Upon reperfusion of ischemic tissues, reactive
oxygen metabolites are generated and are responsible for much of the organ damage. Experimental studies have revealed two main sources of these metabolites: 1) the oxidation of
hypoxanthine to
xanthine and on to
uric acid by the
oxidase form of
xanthine oxidoreductase and 2) neutrophils accumulating in ischemic and reperfused tissue. Blocking either source will reduce
reperfusion damage in a number of experimental situations. Although
xanthine oxidoreductase activity may be unmeasurably low in organs other than liver and intestine, it may be involved in
reperfusion injury elsewhere because of its localization in capillary endothelial cells. Time course considerations suggest that substrate accumulation and
NADH inhibition of
dehydrogenase activity may be more important in the pathogenesis than conversion of
xanthine dehydrogenase into the
oxidase form. Neutrophil accumulation may be partly due to
oxidants in the first place, suggesting a link between the two sources of reactive
oxygen metabolites. In the clinical context, many of the sequelae of perinatal
asphyxia may be accounted for by
reperfusion damage to organs such as brain, kidney, heart, liver, and lungs. During
asphyxia, substrates of
xanthine oxidase accumulate, upon
resuscitation the cosubstrate
oxygen is introduced, and evidence for
oxidant production and effects has been obtained. In the pathogenesis of brain damage after
asphyxia, both microvascular injury and parenchymal cell damage are important.

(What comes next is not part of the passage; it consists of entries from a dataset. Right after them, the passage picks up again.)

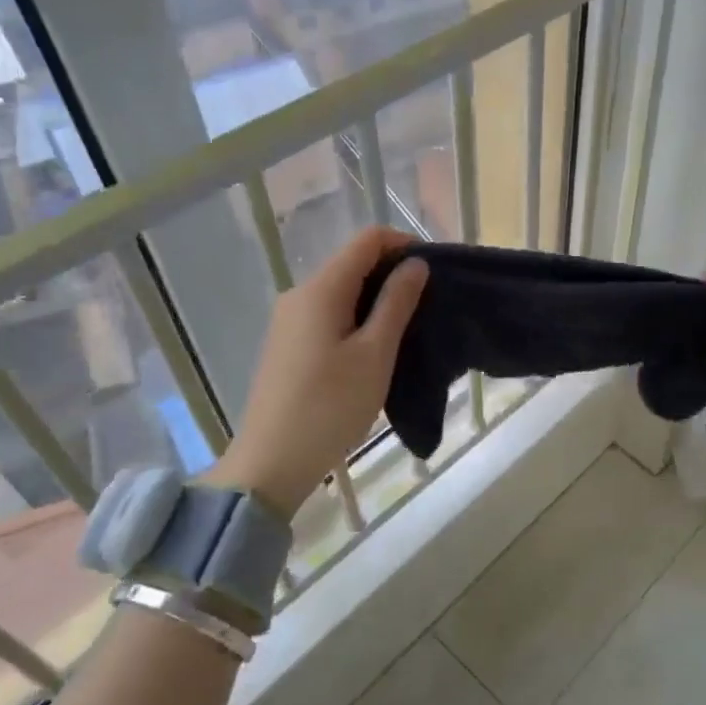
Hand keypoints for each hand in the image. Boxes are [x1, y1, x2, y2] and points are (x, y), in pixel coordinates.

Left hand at [206, 227, 428, 516]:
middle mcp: (300, 295)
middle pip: (353, 264)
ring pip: (341, 292)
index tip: (434, 272)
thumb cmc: (330, 406)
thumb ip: (396, 303)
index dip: (404, 245)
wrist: (271, 463)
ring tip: (408, 330)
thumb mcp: (375, 354)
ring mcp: (289, 321)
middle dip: (393, 275)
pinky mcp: (288, 345)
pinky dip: (357, 320)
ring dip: (377, 300)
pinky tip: (375, 350)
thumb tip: (415, 264)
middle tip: (429, 305)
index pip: (367, 241)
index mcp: (320, 290)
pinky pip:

Oxygen metabolites are involved in the former, but in the latter process their role is less clear because
ischemia-reperfusion triggers not only
oxidant production but many other phenomena, including gene activation,
ATP depletion,
glutamate accumulation, and increase of intracellular
calcium. A severe insult results in cell
necrosis, but more moderate
asphyxia may cause delayed neuronal death through apoptosis. The time course of the changes in high energy
phosphates as well as of selective neuronal death suggest that in the first hours of life there is a "therapeutic window," with future possibilities for prevention of permanent damage.